I sink down on the bed as he storms out, with Danny right behind him.
Oh, the memories. So many memories …
I’d arrived here, thrilled that I could hear—this was my deaf self’s third time traveling, and I hadn’t yet been to a reality that held Ben—or Finn for that matter. Not that Finn would matter to the other me—I had no experience with him at all. But Ben …
I gasp aloud and tears pool in my eyes as the memories flood over me, drowning me in emotion. I’d spent most of that first weekend with Danny, delighted that he could speak, and since I was at my dad’s house, I was getting to know my father—a fat
her that Jessa never knew. I went back to Mom’s on Sunday afternoon and when the doorbell rang, I opened the door and Ben was standing there. He said “Hey, St. Clair,” and oh …
I heard his voice for the first time. The very first time. It was warm and wonderful and I couldn’t help but throw my arms around him. I put my head to his chest and listened as he laughed, trying to figure out what had gotten into me. When he spoke again, my fingers touched his lips in wonder.
And then my lips touched his. Of course they did. This was Ben, and I love him.
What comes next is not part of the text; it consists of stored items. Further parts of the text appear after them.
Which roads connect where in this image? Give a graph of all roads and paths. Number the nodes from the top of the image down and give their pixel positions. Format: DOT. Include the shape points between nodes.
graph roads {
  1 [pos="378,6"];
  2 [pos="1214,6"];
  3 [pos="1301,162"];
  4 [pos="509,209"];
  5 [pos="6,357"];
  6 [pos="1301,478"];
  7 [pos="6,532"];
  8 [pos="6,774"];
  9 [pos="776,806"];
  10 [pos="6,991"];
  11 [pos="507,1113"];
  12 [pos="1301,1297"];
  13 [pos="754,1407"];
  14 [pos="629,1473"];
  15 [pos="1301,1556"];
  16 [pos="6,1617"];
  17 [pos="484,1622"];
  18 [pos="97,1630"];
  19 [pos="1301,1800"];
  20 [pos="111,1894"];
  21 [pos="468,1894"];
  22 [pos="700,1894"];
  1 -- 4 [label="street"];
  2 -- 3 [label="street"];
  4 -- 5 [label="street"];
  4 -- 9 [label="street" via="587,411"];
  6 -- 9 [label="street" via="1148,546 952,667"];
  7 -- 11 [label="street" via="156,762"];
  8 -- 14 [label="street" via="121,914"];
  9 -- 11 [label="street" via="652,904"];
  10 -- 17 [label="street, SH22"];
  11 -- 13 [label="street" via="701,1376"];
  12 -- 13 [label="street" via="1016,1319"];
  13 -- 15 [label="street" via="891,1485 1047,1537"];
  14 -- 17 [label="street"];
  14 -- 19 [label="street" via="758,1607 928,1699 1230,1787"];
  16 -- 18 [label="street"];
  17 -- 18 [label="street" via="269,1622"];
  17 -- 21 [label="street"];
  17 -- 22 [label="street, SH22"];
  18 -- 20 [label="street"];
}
From that moment on, we were inseparable. I told him that nearly falling off the roof made me realize what he meant to me—which I thought was a great cover story at the time. Ben didn’t question a bit of it. He told me he’d been crazy about me for months, and he asked if Finn was out of the picture. I assured him that he was the one I wanted, and that was that. Ben and I were dating. I hadn’t told this Ben yet that I loved him, but oh, I’d made sure he felt it.
My mind plays over cuddling on the couch, dinners with my family, stolen kisses in the hall at school.
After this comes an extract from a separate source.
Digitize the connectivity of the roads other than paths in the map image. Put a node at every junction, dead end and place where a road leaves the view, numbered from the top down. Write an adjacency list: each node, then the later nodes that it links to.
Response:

“Uuuuhhhhhgggghh.” I bury my face in my hands.
What a way to totally mess up a friendship. Oh my God, what am I going to say to him? The last thing I want to do is hurt Ben’s feelings. I need to find out just how invested in this new definition of us he really is.
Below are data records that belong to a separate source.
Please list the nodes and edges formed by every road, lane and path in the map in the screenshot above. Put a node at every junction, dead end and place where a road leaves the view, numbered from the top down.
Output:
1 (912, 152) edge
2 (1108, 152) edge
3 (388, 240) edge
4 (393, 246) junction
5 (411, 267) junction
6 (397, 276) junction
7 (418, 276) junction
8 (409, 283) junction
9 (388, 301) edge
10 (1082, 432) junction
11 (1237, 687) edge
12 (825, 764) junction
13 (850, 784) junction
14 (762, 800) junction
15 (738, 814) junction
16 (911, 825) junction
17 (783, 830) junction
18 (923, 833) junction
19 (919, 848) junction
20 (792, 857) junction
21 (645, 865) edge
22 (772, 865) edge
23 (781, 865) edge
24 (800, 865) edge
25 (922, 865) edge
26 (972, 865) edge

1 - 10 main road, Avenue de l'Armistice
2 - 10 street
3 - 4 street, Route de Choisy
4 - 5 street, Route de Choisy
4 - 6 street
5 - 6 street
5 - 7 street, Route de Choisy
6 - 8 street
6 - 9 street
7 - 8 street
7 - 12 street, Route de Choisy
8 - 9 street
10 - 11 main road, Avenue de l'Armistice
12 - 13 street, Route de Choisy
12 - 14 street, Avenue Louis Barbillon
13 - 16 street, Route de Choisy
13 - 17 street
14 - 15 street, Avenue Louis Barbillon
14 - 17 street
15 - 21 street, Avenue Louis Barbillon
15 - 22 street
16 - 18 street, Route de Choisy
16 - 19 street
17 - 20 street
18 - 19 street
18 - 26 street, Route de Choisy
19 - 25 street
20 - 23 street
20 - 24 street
“Maybe you can tell him you were doing research for a story,” Finn says, trying to make a joke. It’s clear he finds this just about as amusing as I do. Which is not at all.
I automatically hate the other me. Who do I think I am, playing with Ben’s feelings like that? I should be ashamed of myself. Stupid other me. I am really, really mad at me for this. I wish I could give me a piece of my mind. I catch a glimpse of my reflection in the mirror.
“Do you realize what a mess you left me?” I ask myself.
She’s not there, of course. She’s probably with Ben.
“I have to talk to him,” I say to Finn numbly. “Let him down easy.”
Finn sits down next to me. “There’s no such thing, you know. He likes you. A lot.”